Research has shown time and again that unhealthy diets with excessive consumption of these nutrients of concern are linked to a higher lifetime risk of obesity, high blood pressure, diabetes and other chronic diseases. We also know that developing healthy eating habits early in life is important to help protect children from developing these health problems in adulthood.

Each year, hundreds of millions of dollars are spent on food advertising in Canada by the food and beverage industry. Evidence shows that food advertising strongly influences children's food preferences and consumption patterns. Children in Canada are exposed to thousands of food advertisements every year across their daily settings and, unfortunately, most of these ads are for foods that contain excess sodium, sugar or saturated fats.

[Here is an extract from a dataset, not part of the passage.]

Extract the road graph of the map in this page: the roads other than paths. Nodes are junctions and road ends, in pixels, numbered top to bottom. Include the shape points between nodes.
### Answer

Opportunities to advertise to children have expanded with television and digital media. Children today are more digitally connected than ever before. Their screen time has increased and advertising directly to them has become easier. Tackling chronic diseases and maintaining public health is a whole-of-society issue and everyone has a role to play.

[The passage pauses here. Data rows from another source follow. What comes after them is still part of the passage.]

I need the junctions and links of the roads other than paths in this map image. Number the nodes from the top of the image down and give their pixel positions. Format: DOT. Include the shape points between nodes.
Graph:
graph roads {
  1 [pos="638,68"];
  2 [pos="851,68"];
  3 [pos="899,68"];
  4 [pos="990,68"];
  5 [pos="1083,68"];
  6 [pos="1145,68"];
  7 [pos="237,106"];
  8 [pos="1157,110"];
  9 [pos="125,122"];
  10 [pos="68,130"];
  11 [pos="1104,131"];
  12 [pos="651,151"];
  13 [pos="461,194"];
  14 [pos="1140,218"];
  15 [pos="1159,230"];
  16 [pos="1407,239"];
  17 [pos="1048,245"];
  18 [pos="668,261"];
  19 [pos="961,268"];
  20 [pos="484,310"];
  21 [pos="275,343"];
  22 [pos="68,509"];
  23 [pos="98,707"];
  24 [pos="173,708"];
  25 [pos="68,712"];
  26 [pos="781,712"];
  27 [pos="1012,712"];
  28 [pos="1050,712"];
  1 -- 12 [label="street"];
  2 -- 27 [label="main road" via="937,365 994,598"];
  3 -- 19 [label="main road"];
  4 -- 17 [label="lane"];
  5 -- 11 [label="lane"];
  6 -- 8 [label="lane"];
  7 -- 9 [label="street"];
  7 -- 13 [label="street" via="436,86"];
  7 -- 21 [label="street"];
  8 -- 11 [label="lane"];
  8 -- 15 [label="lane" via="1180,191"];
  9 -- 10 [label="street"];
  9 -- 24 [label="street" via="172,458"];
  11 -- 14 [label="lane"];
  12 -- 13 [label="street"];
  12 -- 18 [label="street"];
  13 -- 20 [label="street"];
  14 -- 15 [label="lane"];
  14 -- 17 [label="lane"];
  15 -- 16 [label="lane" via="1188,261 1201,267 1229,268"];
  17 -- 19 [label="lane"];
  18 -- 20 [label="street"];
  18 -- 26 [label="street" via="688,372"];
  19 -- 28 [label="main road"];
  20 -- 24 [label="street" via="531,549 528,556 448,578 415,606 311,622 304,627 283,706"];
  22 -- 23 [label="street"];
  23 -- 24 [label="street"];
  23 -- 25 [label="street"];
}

Since 2007, some of the largest food and beverage companies in Canada have been self-regulating certain types of food advertising to children. Recognizing that the current self-regulatory initiative did not go far enough, some industry associations have recently introduced a code. The code outlines criteria that the food and beverage industry will use to determine which advertisements are considered primarily directed at children, and it is the same industry that will determine the nutrient criteria in order to assess which foods are subject to the self-regulatory restrictions.

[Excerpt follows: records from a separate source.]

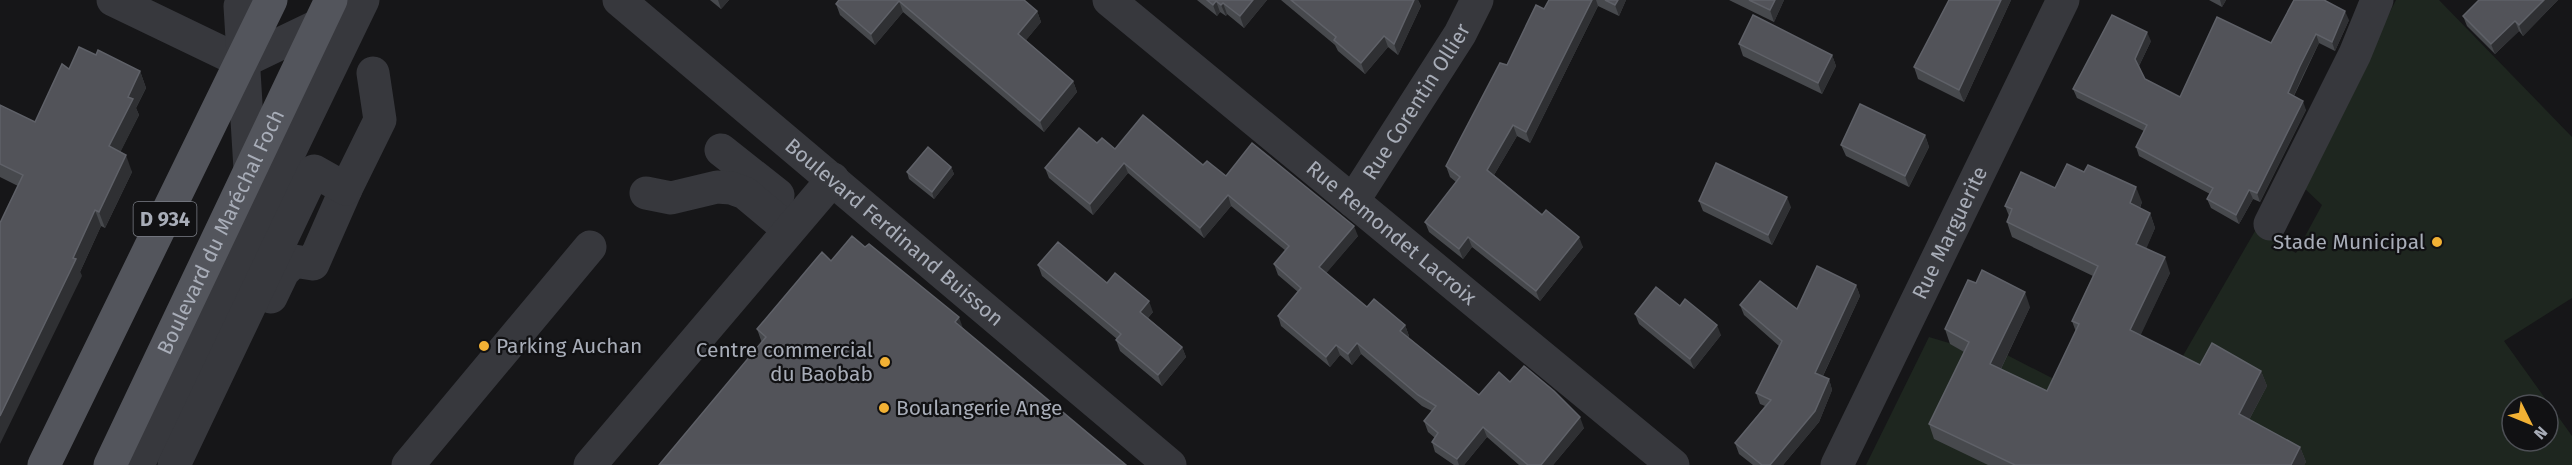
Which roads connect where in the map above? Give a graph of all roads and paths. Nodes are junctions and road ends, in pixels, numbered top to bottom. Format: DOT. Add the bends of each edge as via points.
graph roads {
  1 [pos="113,0"];
  2 [pos="243,0"];
  3 [pos="271,0"];
  4 [pos="363,0"];
  5 [pos="619,0"];
  6 [pos="1109,0"];
  7 [pos="1477,0"];
  8 [pos="2063,0"];
  9 [pos="2377,0"];
  10 [pos="325,13"];
  11 [pos="242,62"];
  12 [pos="373,73"];
  13 [pos="721,150"];
  14 [pos="250,170"];
  15 [pos="833,179"];
  16 [pos="346,189"];
  17 [pos="646,193"];
  18 [pos="1353,201"];
  19 [pos="2270,224"];
  20 [pos="784,225"];
  21 [pos="590,247"];
  22 [pos="44,465"];
  23 [pos="110,465"];
  24 [pos="138,465"];
  25 [pos="174,465"];
  26 [pos="192,465"];
  27 [pos="408,465"];
  28 [pos="590,465"];
  29 [pos="1170,465"];
  30 [pos="1673,465"];
  31 [pos="1837,465"];
  1 -- 11 [label="street"];
  2 -- 11 [label="street"];
  3 -- 11 [label="main road, D 934"];
  4 -- 24 [label="street"];
  5 -- 15 [label="street, Boulevard Ferdinand Buisson"];
  6 -- 18 [label="street, Rue Remondet Lacroix"];
  7 -- 18 [label="street, Rue Corentin Ollier" via="1460,34"];
  8 -- 31 [label="street, Rue Marguerite"];
  9 -- 19 [label="street" via="2355,54"];
  10 -- 11 [label="street"];
  10 -- 14 [label="main road, Boulevard du Maréchal Foch / D 934"];
  11 -- 14 [label="street"];
  11 -- 22 [label="main road, D 934"];
  12 -- 16 [label="street" via="380,120"];
  13 -- 20 [label="street" via="784,200"];
  14 -- 23 [label="main road, Boulevard du Maréchal Foch / D 934"];
  15 -- 20 [label="street"];
  15 -- 29 [label="street, Boulevard Ferdinand Buisson"];
  16 -- 25 [label="street" via="314,171"];
  16 -- 26 [label="street" via="314,264 294,261 283,272"];
  17 -- 20 [label="street" via="671,198 717,187 731,188 745,193"];
  18 -- 30 [label="street, Rue Remondet Lacroix"];
  20 -- 28 [label="street"];
  21 -- 27 [label="street"];
}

Although the proposed code is a step forward, it clearly demonstrates that the industry acknowledges the health consequences that food advertising can have on children. However, let us be clear. We know that voluntary codes are not enough to tackle and solve the issue. The first challenge of solely relying on industry self-regulation is simply that they are voluntary in nature. This allows restaurants, food companies and advertisers to abstain from signing on or simply to withdraw their adhesion at their convenience.

Also, criteria used for these codes often omit to stipulate important advertising techniques, tactics and sources of exposure that are known to appeal to and/or influence children. There is also a lack of transparency in the enforcement of these codes with no enforceable sanctions for non-compliance and, more importantly, it does not provide an independent monitoring.

It is clear from experience that self-regulatory initiatives do not go far enough to safeguard the health of our children. Canada's experience with industry-led self-regulatory initiatives have been similar to those of the United States, Australia, the United Kingdom and Spain. Research in each of these jurisdictions has clearly shown that self-regulatory marketing codes have limited impacts in curtailing children's exposure to the marketing of food and beverage products. Consequently, the U.K. and Spain are pursuing new mandatory restrictions following the observed limited impact of self-regulatory initiatives. This government agrees and believes industry self-regulation is not enough to protect children from being exposed to the harmful and incessant advertising of certain foods.

The Minister of Health's mandate includes a commitment to protect vulnerable populations, including our children, from a range of harms, such as the stream of commercial messaging and endorsements that trigger the most basic eating instincts, especially for foods containing excess levels of sodium, sugars and saturated fats. Supporting Bill C-252 is well aligned with this commitment and will help address many of the shortcomings of the current landscape of the industry-led self-regulating codes.

Our children, just like the one that is in the gallery with us today, are our priority and concrete action is needed now in order to ensure that they are not subject to and do not succumb to the aggressive advertising of foods that contain excess levels of nutrients of concern and that pose unnecessary risks to their health and the health of future generations.